Investigation of Transient Temperature Rising of Light-Harvesting Complex II by Nonradiative Heat Dissipation at the Protein Level

Abstract

Light-harvesting complex II (LHCII), the most abundant membrane protein in photosystem II, plays dual roles, i.e., efficient light harvesting and energy transfer to the reaction center under low light conditions and dissipating excess energy as heat to prevent photodamage under high irradiation conditions. The latter process is known as nonphotochemical quenching (NPQ). It has been established that both the pH gradient and temperature rise can trigger NPQ, while the transient heat release via nonradiative decay of the excess energy, as well as the accompanying transient temperature rising of LHCII at room temperature, have not been observed yet.
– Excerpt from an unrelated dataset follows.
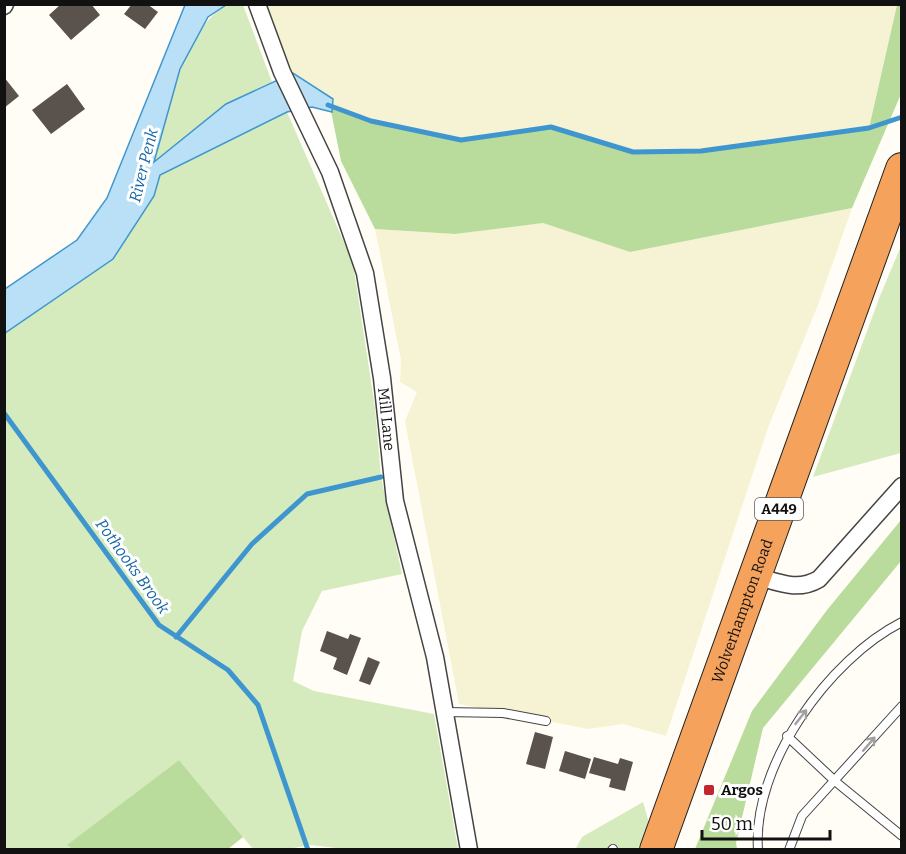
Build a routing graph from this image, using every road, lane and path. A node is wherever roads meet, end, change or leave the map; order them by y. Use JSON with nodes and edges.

Here we conducted femtosecond and nanosecond time-resolved visible pump and mid-infrared probe measurements on the LHCII trimer, respectively. We detected an excited-state heat dissipation-induced transient temperature rise in the LHCII trimer. The results show that the LHCII gets thermal equilibrium with D₂O medium with a temperature rise of 7 °C under 480 nm excitation (mainly absorbed by Chlb and carotenoid) at a power of 0.4 mJ and a pulse duration of 10 ns, fairly consistent with the theoretical estimation of a temperature increase of 9.3 °C. Furthermore, we observed the conformational changes of LHCII in response to the raised temperature, i.e., from 3₁₀-helix/random coil to α-helix. Combining the femtosecond time-resolved visible pump and mid-infrared probe spectra, the light-induced temperature jump of LHCII is determined to take place around 60 ns.